Nigeria allocated ₦170.01 billion to nutrition programmes in 2025, a 33.7 per cent increase from the ₦127.24 billion allocated in 2024. The rise follows a significant jump from ₦10.8 billion in 2021. The Civil Society-Scaling Up Nutrition in Nigeria (CS-SUNN), a coalition of over 400 civil society groups, media organisations, academics and development partners including the Gates Foundation, has been driving policy and funding reforms through its Partnership for Improving Nigeria Nutrition Systems (PINNS) project. The project operates in Kaduna, Kano, Niger, Nasarawa and Lagos states, engaging state governments, lawmakers, traditional rulers and religious leaders to strengthen nutrition planning, budgeting and monitoring.
CS-SUNN has helped revive 24 previously inactive State Committees on Food and Nutrition. Digital accountability systems have been introduced to track progress in real time. Despite these efforts, funding for multiple micronutrient supplements (MMS) remains insufficient or uncertain in many states. MMS is critical for addressing nutrient deficiencies in pregnant women, which contribute to Nigeria's high maternal mortality rate. The 2023 Nigeria Demographic and Health Survey reports 512 maternal deaths per 100,000 live births.
Nigeria ranks second globally for the number of stunted children under five, with 32–34 per cent — about 14 million — affected. Around two million children suffer from severe acute malnutrition. The National Development Plan (2021–2025) aims to reduce maternal mortality to 300 deaths per 100,000 live births by 2025. This aligns with the Sustainable Development Goals and the global "Zero Preventable Maternal Deaths" initiative, targeting 70 deaths per 100,000 by 2030. In Kaduna, all local government chairmen have agreed to contribute ₦20 million each to the Child Nutrition Fund, alongside a ₦500 million commitment from the state governor in 2024.

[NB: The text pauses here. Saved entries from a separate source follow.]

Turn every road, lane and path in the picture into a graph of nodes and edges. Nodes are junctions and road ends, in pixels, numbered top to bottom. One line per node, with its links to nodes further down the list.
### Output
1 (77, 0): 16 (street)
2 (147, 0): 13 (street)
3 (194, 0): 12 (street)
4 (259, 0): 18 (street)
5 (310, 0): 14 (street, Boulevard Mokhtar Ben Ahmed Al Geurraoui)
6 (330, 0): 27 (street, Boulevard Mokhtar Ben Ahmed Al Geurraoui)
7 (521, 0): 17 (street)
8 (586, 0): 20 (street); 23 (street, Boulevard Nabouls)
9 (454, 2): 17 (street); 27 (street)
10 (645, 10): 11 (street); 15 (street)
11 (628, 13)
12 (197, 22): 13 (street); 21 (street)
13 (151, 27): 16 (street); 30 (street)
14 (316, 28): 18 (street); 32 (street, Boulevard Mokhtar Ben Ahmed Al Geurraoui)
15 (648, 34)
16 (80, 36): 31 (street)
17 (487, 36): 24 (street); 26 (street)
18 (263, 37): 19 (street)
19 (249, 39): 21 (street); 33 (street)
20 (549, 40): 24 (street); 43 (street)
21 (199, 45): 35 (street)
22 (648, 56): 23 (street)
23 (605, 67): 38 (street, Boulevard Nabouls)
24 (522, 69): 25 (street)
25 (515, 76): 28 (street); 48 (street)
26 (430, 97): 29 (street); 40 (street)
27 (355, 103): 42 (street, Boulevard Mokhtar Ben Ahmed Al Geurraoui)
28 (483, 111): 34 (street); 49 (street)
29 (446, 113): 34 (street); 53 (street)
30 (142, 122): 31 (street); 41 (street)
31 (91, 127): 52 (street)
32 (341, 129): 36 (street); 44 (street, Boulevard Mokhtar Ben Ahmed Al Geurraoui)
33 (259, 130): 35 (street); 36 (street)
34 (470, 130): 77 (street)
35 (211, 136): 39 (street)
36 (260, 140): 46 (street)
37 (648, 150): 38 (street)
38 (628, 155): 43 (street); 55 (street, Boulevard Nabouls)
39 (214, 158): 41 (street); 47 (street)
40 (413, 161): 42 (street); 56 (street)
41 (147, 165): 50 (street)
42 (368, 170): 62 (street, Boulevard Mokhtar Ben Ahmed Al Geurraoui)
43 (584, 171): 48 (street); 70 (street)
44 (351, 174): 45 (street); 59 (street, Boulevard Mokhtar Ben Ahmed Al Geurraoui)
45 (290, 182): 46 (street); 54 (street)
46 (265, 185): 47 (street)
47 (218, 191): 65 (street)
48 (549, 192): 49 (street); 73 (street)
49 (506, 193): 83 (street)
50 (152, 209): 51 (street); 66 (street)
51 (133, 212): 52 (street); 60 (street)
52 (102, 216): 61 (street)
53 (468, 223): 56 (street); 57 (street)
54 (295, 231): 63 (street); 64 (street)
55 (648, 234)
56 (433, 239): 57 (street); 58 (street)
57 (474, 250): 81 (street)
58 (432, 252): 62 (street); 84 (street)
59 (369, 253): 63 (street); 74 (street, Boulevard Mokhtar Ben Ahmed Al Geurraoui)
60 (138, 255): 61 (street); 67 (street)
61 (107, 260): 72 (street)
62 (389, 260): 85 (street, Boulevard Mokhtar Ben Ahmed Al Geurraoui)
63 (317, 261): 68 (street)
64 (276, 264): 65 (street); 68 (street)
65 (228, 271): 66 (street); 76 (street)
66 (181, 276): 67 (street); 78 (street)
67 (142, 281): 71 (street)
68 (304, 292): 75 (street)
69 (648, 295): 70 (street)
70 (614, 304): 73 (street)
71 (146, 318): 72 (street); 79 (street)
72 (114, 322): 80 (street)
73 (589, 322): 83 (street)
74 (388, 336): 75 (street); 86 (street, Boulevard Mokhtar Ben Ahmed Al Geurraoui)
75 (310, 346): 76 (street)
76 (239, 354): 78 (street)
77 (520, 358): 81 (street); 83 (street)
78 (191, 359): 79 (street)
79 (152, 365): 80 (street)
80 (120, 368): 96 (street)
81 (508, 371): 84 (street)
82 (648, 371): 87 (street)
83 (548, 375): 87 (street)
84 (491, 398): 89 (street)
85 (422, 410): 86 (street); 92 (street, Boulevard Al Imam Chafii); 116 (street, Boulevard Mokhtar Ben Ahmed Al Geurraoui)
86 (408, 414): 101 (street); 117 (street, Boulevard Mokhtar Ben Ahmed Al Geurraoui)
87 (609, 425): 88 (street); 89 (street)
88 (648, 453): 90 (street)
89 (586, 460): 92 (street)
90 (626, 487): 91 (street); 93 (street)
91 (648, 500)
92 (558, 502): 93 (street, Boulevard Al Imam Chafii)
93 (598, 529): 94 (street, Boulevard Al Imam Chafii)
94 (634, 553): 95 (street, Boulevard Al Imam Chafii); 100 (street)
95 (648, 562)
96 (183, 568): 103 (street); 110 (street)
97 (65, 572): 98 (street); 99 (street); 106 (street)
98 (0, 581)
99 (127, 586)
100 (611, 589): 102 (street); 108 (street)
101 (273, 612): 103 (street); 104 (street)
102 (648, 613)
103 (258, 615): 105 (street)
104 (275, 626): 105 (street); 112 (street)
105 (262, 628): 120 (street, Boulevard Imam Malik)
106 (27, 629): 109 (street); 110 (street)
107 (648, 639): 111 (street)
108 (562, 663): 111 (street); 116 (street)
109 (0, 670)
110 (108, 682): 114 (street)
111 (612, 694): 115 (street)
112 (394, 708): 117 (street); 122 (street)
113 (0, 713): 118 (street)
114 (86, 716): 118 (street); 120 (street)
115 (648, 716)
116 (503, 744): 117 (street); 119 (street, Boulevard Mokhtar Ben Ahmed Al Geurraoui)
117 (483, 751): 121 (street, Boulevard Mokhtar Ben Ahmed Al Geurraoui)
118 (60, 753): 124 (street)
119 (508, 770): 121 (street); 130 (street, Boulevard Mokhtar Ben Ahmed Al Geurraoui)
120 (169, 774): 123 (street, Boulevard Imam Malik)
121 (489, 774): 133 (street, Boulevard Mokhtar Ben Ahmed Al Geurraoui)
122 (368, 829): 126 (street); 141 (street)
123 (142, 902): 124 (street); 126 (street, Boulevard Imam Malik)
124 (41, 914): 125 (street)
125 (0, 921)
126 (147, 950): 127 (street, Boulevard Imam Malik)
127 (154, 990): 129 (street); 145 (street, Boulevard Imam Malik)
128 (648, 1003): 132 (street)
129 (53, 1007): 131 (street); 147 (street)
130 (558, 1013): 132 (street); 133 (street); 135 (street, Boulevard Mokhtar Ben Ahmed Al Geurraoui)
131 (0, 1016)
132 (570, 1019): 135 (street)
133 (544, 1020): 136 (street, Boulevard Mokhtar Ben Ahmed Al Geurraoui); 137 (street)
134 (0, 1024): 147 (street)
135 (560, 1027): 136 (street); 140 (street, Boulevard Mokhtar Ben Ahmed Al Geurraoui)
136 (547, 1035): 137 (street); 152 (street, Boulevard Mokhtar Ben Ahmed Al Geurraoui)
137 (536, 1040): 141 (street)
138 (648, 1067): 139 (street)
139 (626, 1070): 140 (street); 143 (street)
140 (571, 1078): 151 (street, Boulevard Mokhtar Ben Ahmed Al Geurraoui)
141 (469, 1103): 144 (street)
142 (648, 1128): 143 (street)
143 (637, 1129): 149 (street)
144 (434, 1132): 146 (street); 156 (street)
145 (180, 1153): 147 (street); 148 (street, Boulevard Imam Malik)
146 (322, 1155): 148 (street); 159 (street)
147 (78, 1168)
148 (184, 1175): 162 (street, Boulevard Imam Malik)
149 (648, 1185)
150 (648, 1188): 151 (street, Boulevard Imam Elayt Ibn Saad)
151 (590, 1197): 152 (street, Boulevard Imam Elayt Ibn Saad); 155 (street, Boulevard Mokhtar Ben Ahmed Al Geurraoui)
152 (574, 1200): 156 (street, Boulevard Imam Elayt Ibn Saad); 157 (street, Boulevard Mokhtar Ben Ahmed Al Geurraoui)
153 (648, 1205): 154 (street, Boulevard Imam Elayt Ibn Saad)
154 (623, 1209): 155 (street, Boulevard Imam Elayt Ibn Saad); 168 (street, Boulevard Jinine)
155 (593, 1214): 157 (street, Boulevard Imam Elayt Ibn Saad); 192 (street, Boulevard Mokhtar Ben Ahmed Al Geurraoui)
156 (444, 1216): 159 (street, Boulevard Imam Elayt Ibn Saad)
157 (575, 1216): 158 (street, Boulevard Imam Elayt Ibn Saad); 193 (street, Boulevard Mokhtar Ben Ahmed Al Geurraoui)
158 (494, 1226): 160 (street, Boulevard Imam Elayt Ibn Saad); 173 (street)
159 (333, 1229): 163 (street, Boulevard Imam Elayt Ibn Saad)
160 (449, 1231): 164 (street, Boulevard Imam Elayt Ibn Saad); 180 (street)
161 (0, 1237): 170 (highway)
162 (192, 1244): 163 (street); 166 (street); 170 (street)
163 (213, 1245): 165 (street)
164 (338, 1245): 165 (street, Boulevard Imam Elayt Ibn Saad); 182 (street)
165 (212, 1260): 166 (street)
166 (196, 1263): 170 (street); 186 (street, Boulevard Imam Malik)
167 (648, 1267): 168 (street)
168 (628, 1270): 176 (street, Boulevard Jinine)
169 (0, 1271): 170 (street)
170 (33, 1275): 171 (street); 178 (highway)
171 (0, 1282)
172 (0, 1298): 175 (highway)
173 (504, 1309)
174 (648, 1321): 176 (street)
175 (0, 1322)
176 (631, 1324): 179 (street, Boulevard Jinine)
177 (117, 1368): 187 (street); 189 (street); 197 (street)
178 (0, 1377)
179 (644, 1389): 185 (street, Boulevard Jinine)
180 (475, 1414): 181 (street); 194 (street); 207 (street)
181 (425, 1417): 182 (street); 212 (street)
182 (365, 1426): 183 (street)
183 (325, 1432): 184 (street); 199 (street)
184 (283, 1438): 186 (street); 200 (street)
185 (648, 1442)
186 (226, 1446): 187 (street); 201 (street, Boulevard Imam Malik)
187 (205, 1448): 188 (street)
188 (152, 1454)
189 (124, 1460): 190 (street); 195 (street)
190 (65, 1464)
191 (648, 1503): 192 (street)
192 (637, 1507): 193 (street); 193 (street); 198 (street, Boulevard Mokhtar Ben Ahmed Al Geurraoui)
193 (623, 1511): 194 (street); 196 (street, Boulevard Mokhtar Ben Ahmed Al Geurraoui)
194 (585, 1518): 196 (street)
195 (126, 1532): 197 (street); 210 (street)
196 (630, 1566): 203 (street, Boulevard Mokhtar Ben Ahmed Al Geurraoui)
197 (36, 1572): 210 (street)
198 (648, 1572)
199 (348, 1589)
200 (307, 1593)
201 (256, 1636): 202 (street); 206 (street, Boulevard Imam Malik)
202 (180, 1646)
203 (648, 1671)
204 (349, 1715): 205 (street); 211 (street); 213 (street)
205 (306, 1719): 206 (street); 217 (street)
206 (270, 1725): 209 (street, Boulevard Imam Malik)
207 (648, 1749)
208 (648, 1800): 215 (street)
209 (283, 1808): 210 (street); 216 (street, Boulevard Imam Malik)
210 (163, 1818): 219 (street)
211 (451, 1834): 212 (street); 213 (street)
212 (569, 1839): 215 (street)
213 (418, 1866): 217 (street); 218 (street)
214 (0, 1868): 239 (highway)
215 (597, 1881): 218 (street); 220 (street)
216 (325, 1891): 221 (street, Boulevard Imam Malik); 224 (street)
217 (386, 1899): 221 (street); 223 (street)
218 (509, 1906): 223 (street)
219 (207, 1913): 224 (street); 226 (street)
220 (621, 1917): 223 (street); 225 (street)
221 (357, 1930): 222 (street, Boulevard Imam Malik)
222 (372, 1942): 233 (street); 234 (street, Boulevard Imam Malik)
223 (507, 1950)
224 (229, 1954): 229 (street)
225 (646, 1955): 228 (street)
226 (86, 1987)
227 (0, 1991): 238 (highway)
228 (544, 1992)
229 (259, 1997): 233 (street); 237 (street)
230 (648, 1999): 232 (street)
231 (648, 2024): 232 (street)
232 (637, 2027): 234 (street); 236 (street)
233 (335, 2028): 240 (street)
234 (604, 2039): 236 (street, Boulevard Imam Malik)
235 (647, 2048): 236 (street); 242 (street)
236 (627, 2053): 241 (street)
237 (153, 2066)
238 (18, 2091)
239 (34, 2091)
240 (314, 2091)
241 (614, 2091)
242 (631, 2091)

The same state officials now contributing ₦20 million each to child nutrition had remained inactive for years despite maternal deaths holding at 512 per 100,000 births. Their sudden financial commitment only emerged after community-level visibility of benefits, not from policy urgency. This suggests accountability in nutrition funding responds more to visibility than to human cost. Nigerian mothers have been dying at the same rate for years without triggering the same action.